Poultry has become synonymous to intermittence. According to Minister of Economy and Planning Alejandro Gil Fernández, the situation that has arisen with egg production comes from “problems in the import of poultry feed.” The result was then foreseeable: the halt in their sale off the ration book and the decision to ration them to fifteen eggs per person per month on the book. The Cuban press reported that in the debates of the National Assembly of People’s Power the need to produce the feed on the island was identified in order to replace that import and avoid crises.
But words don’t always translate into realities, and the pig plan is beginning to have the same problem. It used to be common to hear that the low availability of pork was due to the enterprises’ failure to comply with the production plan. This time, however, the failure is not attributed to internal but external actors: the unavailability of essential feeds like soy and corn due to breaches by Brazil and Argentina.
The déjà vu is inevitably related to the ships. Shortly before this, bread disappeared/minimized from the scenario due to a deficit in the import of 70,000 tons of wheat flour. According to the official explanation, in Santiago de Cuba and Cienfuegos the mills were not working for lack of spare parts, and in the west of the country the two production lines did not work for some time either. According to Minister of the Food Industry Iris Quiñones Rojas, that led to an “increase in tensions in terms of supplies that ensure rationed bread and other productions such as crackers and pastries.”
And not only the wheat flour but also the oil.
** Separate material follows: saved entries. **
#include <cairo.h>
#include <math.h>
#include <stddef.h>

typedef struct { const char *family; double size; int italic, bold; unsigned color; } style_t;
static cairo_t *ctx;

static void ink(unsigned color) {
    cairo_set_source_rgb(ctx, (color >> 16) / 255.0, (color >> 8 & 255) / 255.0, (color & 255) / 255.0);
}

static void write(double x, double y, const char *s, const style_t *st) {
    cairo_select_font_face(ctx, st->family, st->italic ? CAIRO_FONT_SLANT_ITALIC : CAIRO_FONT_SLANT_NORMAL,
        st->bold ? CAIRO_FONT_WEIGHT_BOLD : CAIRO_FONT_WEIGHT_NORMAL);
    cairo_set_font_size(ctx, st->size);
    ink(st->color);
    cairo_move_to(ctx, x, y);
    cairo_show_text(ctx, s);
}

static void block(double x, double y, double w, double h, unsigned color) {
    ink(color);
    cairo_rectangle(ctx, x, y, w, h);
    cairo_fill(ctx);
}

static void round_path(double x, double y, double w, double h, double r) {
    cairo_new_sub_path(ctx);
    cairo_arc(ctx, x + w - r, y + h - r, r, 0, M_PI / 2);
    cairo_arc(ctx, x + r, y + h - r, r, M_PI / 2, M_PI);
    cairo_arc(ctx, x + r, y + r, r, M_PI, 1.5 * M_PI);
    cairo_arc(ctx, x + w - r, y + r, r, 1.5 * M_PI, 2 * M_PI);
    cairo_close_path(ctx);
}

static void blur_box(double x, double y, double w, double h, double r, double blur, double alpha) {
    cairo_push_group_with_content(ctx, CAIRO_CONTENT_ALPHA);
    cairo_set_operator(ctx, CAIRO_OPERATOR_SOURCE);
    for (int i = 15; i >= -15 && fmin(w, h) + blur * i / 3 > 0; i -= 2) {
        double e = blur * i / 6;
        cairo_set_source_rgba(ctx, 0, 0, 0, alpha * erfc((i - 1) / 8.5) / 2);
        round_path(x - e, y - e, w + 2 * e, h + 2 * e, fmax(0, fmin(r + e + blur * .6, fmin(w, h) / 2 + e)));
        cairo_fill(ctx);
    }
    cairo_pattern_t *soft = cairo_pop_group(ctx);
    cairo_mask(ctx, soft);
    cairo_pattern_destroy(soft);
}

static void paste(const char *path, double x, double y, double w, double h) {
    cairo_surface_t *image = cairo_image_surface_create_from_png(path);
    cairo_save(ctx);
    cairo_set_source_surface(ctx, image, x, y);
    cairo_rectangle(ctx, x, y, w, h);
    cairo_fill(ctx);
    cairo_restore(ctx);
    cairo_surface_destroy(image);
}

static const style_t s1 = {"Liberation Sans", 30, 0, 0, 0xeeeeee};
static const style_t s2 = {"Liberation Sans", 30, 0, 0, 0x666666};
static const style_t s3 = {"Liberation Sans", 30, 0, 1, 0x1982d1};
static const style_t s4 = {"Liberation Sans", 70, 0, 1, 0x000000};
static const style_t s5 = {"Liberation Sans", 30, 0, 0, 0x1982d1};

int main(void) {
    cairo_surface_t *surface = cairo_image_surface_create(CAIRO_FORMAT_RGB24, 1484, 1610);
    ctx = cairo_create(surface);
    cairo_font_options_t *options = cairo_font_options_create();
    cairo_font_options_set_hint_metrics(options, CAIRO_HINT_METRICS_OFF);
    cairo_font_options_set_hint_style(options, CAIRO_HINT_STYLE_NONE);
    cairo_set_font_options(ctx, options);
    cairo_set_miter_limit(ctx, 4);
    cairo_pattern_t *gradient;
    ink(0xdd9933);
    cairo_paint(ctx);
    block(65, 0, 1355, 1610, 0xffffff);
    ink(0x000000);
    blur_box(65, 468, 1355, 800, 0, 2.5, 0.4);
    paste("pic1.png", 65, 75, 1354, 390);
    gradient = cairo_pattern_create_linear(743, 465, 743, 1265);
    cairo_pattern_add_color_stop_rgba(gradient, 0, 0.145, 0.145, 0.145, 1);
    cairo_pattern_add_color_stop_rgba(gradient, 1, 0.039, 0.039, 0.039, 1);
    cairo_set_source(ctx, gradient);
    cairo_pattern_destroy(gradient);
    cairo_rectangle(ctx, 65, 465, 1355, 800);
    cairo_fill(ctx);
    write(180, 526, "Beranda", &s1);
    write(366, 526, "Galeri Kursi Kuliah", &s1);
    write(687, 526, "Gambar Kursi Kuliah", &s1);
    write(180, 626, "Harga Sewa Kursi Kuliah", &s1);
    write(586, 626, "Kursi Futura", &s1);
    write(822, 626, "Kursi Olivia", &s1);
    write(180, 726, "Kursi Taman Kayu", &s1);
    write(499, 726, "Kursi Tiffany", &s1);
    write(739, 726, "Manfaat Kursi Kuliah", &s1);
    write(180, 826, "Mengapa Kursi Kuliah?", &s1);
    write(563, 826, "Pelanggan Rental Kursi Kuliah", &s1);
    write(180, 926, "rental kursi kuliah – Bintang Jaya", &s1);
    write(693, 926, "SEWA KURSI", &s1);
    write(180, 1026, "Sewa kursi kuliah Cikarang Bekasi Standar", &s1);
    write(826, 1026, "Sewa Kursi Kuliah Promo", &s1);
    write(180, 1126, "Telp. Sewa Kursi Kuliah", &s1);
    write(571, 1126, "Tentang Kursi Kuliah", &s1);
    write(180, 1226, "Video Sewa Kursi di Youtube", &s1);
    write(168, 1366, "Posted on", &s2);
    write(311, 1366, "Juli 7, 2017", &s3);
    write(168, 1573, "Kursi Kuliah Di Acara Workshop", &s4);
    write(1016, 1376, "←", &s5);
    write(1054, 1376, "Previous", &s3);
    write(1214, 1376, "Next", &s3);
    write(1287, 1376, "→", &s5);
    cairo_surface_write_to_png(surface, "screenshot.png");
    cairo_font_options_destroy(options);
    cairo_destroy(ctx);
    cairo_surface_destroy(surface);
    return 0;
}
The same duet, the lack of raw material and problems with the machines. The CEO of the Aceicom enterprise, Henry Trujillo Pérez, added that the “assistance of a foreign technician from the line’s suppliers” had been requested, which raises the question about what is happening with the training of its workforce. And the problem continued like that until the Russian brigantine appeared on the docks, as in the old days.
Chicken, which also comes from overseas, comes from the North. Cuba is today American companies’ third buyer of frozen chicken, behind Mexico and Taiwan: 155 million dollars in 2018, sales which were made possible with the approval in Congress of a law (2000) that allowed direct commercial imports of food and agricultural inputs, but with upfront cash payment. That’s why that chicken has excess fat and “has no flavor,” as consumers say. The current crisis then is not related to the embargo/blockade, but to a rather different thing called lack of liquidity.
All of the abovementioned is a heavy burden for the population, even for sectors with regular access to remittances. The market raises its invisible hand and the inevitable occurs: the raising of prices by sellers, who have come to ask 60-70 pesos for a pound of pork which has become an identification seal of Cuban food.
Poet Guillermo Rodríguez Rivera (1943-2017) wrote in the 1990s a famous “Oda al Plan Alimentario” (Ode to the Food Plan):
The cassava, which came from Lithuania.
The mango, sweet fruit from Krakow,
The yam, which is a native of Warsaw
and the coffee that is planted in Germany.
The yellow taro from Romania,
the Moldavian sweet potato and its sweetness;
from Siberia the mamey with its texture
and the green plantain the Ukraine grows.
All that is missing, and not because of us.
To meet the Food Plan
a strong, intense battle is being waged.
And we have the first sign
that the necessary effort is being made:
There’s food on TV and in the press.
In an economy trapped between structural deficits, zigzags and setbacks, with a lack of investment, unproductiveness and inefficiency, and with decades of vertical decision making, voluntarism, excess controls and Egyptian pyramids, the liberation of the productive forces continues being the great unresolved problem
“We cannot solve our problems with the same thinking we used when we created them,” Albert Einstein once said.